WORK TO COMPLETE
Each line of the data should be given again exactly.

◇ ◇ ◇ ◇

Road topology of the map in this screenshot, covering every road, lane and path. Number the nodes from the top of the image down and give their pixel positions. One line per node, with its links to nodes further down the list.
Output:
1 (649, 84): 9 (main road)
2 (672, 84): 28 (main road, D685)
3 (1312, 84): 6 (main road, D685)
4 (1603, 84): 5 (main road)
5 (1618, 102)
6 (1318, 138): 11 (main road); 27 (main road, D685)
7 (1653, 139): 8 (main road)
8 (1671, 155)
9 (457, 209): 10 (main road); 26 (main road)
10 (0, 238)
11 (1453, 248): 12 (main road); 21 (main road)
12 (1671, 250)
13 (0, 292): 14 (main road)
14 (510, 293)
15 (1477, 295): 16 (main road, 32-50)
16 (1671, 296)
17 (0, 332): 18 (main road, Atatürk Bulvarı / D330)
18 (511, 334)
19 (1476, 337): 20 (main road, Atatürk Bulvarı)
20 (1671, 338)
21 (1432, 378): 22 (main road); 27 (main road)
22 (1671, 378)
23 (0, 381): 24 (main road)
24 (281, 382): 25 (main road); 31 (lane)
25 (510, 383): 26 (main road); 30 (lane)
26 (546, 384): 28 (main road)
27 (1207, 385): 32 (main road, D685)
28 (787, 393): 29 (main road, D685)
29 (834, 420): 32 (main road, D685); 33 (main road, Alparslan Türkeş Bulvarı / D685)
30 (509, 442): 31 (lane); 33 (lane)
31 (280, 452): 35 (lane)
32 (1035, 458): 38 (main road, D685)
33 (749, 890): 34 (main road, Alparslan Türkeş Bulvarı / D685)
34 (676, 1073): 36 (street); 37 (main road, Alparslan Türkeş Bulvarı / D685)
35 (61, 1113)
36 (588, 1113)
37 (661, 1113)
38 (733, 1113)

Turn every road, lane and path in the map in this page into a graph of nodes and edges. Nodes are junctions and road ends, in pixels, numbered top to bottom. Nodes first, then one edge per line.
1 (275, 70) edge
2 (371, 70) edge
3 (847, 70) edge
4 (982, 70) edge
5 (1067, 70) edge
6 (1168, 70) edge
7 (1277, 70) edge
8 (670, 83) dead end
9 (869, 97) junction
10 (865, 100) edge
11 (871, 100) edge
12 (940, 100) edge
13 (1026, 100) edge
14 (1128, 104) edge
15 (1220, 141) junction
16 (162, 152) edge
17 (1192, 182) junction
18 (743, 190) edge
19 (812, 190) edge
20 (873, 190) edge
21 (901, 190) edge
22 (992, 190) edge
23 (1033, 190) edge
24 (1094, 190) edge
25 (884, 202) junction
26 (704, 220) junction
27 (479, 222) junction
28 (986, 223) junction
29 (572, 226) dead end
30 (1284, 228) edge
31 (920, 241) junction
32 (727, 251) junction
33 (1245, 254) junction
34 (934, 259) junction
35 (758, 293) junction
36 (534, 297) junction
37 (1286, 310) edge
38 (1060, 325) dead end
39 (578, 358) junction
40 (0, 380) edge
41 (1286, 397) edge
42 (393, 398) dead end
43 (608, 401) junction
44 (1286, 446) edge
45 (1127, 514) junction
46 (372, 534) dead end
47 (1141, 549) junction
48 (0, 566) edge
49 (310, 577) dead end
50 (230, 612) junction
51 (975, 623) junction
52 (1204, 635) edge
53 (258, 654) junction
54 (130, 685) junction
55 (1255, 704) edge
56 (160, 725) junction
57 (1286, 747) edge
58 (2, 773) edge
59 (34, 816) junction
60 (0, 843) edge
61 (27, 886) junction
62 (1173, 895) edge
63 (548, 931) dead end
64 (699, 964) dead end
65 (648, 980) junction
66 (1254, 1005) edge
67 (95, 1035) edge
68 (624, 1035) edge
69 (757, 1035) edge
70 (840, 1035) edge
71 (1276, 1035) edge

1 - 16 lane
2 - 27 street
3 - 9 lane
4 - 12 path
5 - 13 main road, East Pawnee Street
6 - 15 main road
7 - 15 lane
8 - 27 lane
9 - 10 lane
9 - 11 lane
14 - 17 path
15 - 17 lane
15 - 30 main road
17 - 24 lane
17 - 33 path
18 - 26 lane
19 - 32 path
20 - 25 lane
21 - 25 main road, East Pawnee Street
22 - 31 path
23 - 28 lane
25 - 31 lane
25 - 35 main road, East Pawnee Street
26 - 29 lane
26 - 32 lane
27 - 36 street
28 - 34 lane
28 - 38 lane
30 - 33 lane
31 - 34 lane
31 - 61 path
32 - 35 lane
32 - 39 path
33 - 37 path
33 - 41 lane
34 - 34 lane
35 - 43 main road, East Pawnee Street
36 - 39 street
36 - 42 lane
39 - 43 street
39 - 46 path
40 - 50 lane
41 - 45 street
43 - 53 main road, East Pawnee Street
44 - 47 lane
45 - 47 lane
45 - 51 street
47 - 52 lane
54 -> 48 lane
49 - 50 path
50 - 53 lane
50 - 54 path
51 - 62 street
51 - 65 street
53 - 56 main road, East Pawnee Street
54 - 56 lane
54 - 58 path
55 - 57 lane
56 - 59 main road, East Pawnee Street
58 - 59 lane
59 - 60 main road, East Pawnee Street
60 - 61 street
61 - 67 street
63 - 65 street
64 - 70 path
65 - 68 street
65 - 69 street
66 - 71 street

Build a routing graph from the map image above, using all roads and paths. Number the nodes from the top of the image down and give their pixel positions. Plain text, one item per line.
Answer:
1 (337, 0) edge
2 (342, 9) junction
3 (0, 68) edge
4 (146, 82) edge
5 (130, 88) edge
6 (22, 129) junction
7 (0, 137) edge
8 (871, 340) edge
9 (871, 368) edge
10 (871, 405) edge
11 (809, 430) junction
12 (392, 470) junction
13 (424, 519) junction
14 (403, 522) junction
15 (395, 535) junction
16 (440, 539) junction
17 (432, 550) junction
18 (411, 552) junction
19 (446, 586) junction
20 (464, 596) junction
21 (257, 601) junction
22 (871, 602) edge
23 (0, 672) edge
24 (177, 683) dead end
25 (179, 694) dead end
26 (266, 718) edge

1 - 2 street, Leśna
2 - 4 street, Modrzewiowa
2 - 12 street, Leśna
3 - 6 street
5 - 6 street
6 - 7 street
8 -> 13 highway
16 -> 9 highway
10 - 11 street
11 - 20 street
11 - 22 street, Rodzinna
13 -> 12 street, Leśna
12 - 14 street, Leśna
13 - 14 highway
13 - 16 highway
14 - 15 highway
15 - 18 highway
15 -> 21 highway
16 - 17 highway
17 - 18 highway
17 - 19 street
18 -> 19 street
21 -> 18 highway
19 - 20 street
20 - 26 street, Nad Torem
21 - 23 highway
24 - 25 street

◇ ◇ ◇ ◇

ANSWER SPACE
Road topology of the map in this screenshot, covering every road, lane and path. Number the nodes from the top of the image down and give their pixel positions. One line per node, with its links to nodes further down the list.
Output:
1 (649, 84): 9 (main road)
2 (672, 84): 28 (main road, D685)
3 (1312, 84): 6 (main road, D685)
4 (1603, 84): 5 (main road)
5 (1618, 102)
6 (1318, 138): 11 (main road); 27 (main road, D685)
7 (1653, 139): 8 (main road)
8 (1671, 155)
9 (457, 209): 10 (main road); 26 (main road)
10 (0, 238)
11 (1453, 248): 12 (main road); 21 (main road)
12 (1671, 250)
13 (0, 292): 14 (main road)
14 (510, 293)
15 (1477, 295): 16 (main road, 32-50)
16 (1671, 296)
17 (0, 332): 18 (main road, Atatürk Bulvarı / D330)
18 (511, 334)
19 (1476, 337): 20 (main road, Atatürk Bulvarı)
20 (1671, 338)
21 (1432, 378): 22 (main road); 27 (main road)
22 (1671, 378)
23 (0, 381): 24 (main road)
24 (281, 382): 25 (main road); 31 (lane)
25 (510, 383): 26 (main road); 30 (lane)
26 (546, 384): 28 (main road)
27 (1207, 385): 32 (main road, D685)
28 (787, 393): 29 (main road, D685)
29 (834, 420): 32 (main road, D685); 33 (main road, Alparslan Türkeş Bulvarı / D685)
30 (509, 442): 31 (lane); 33 (lane)
31 (280, 452): 35 (lane)
32 (1035, 458): 38 (main road, D685)
33 (749, 890): 34 (main road, Alparslan Türkeş Bulvarı / D685)
34 (676, 1073): 36 (street); 37 (main road, Alparslan Türkeş Bulvarı / D685)
35 (61, 1113)
36 (588, 1113)
37 (661, 1113)
38 (733, 1113)

Turn every road, lane and path in the map in this page into a graph of nodes and edges. Nodes are junctions and road ends, in pixels, numbered top to bottom. Nodes first, then one edge per line.
1 (275, 70) edge
2 (371, 70) edge
3 (847, 70) edge
4 (982, 70) edge
5 (1067, 70) edge
6 (1168, 70) edge
7 (1277, 70) edge
8 (670, 83) dead end
9 (869, 97) junction
10 (865, 100) edge
11 (871, 100) edge
12 (940, 100) edge
13 (1026, 100) edge
14 (1128, 104) edge
15 (1220, 141) junction
16 (162, 152) edge
17 (1192, 182) junction
18 (743, 190) edge
19 (812, 190) edge
20 (873, 190) edge
21 (901, 190) edge
22 (992, 190) edge
23 (1033, 190) edge
24 (1094, 190) edge
25 (884, 202) junction
26 (704, 220) junction
27 (479, 222) junction
28 (986, 223) junction
29 (572, 226) dead end
30 (1284, 228) edge
31 (920, 241) junction
32 (727, 251) junction
33 (1245, 254) junction
34 (934, 259) junction
35 (758, 293) junction
36 (534, 297) junction
37 (1286, 310) edge
38 (1060, 325) dead end
39 (578, 358) junction
40 (0, 380) edge
41 (1286, 397) edge
42 (393, 398) dead end
43 (608, 401) junction
44 (1286, 446) edge
45 (1127, 514) junction
46 (372, 534) dead end
47 (1141, 549) junction
48 (0, 566) edge
49 (310, 577) dead end
50 (230, 612) junction
51 (975, 623) junction
52 (1204, 635) edge
53 (258, 654) junction
54 (130, 685) junction
55 (1255, 704) edge
56 (160, 725) junction
57 (1286, 747) edge
58 (2, 773) edge
59 (34, 816) junction
60 (0, 843) edge
61 (27, 886) junction
62 (1173, 895) edge
63 (548, 931) dead end
64 (699, 964) dead end
65 (648, 980) junction
66 (1254, 1005) edge
67 (95, 1035) edge
68 (624, 1035) edge
69 (757, 1035) edge
70 (840, 1035) edge
71 (1276, 1035) edge

1 - 16 lane
2 - 27 street
3 - 9 lane
4 - 12 path
5 - 13 main road, East Pawnee Street
6 - 15 main road
7 - 15 lane
8 - 27 lane
9 - 10 lane
9 - 11 lane
14 - 17 path
15 - 17 lane
15 - 30 main road
17 - 24 lane
17 - 33 path
18 - 26 lane
19 - 32 path
20 - 25 lane
21 - 25 main road, East Pawnee Street
22 - 31 path
23 - 28 lane
25 - 31 lane
25 - 35 main road, East Pawnee Street
26 - 29 lane
26 - 32 lane
27 - 36 street
28 - 34 lane
28 - 38 lane
30 - 33 lane
31 - 34 lane
31 - 61 path
32 - 35 lane
32 - 39 path
33 - 37 path
33 - 41 lane
34 - 34 lane
35 - 43 main road, East Pawnee Street
36 - 39 street
36 - 42 lane
39 - 43 street
39 - 46 path
40 - 50 lane
41 - 45 street
43 - 53 main road, East Pawnee Street
44 - 47 lane
45 - 47 lane
45 - 51 street
47 - 52 lane
54 -> 48 lane
49 - 50 path
50 - 53 lane
50 - 54 path
51 - 62 street
51 - 65 street
53 - 56 main road, East Pawnee Street
54 - 56 lane
54 - 58 path
55 - 57 lane
56 - 59 main road, East Pawnee Street
58 - 59 lane
59 - 60 main road, East Pawnee Street
60 - 61 street
61 - 67 street
63 - 65 street
64 - 70 path
65 - 68 street
65 - 69 street
66 - 71 street

Build a routing graph from the map image above, using all roads and paths. Number the nodes from the top of the image down and give their pixel positions. Plain text, one item per line.
Answer:
1 (337, 0) edge
2 (342, 9) junction
3 (0, 68) edge
4 (146, 82) edge
5 (130, 88) edge
6 (22, 129) junction
7 (0, 137) edge
8 (871, 340) edge
9 (871, 368) edge
10 (871, 405) edge
11 (809, 430) junction
12 (392, 470) junction
13 (424, 519) junction
14 (403, 522) junction
15 (395, 535) junction
16 (440, 539) junction
17 (432, 550) junction
18 (411, 552) junction
19 (446, 586) junction
20 (464, 596) junction
21 (257, 601) junction
22 (871, 602) edge
23 (0, 672) edge
24 (177, 683) dead end
25 (179, 694) dead end
26 (266, 718) edge

1 - 2 street, Leśna
2 - 4 street, Modrzewiowa
2 - 12 street, Leśna
3 - 6 street
5 - 6 street
6 - 7 street
8 -> 13 highway
16 -> 9 highway
10 - 11 street
11 - 20 street
11 - 22 street, Rodzinna
13 -> 12 street, Leśna
12 - 14 street, Leśna
13 - 14 highway
13 - 16 highway
14 - 15 highway
15 - 18 highway
15 -> 21 highway
16 - 17 highway
17 - 18 highway
17 - 19 street
18 -> 19 street
21 -> 18 highway
19 - 20 street
20 - 26 street, Nad Torem
21 - 23 highway
24 - 25 street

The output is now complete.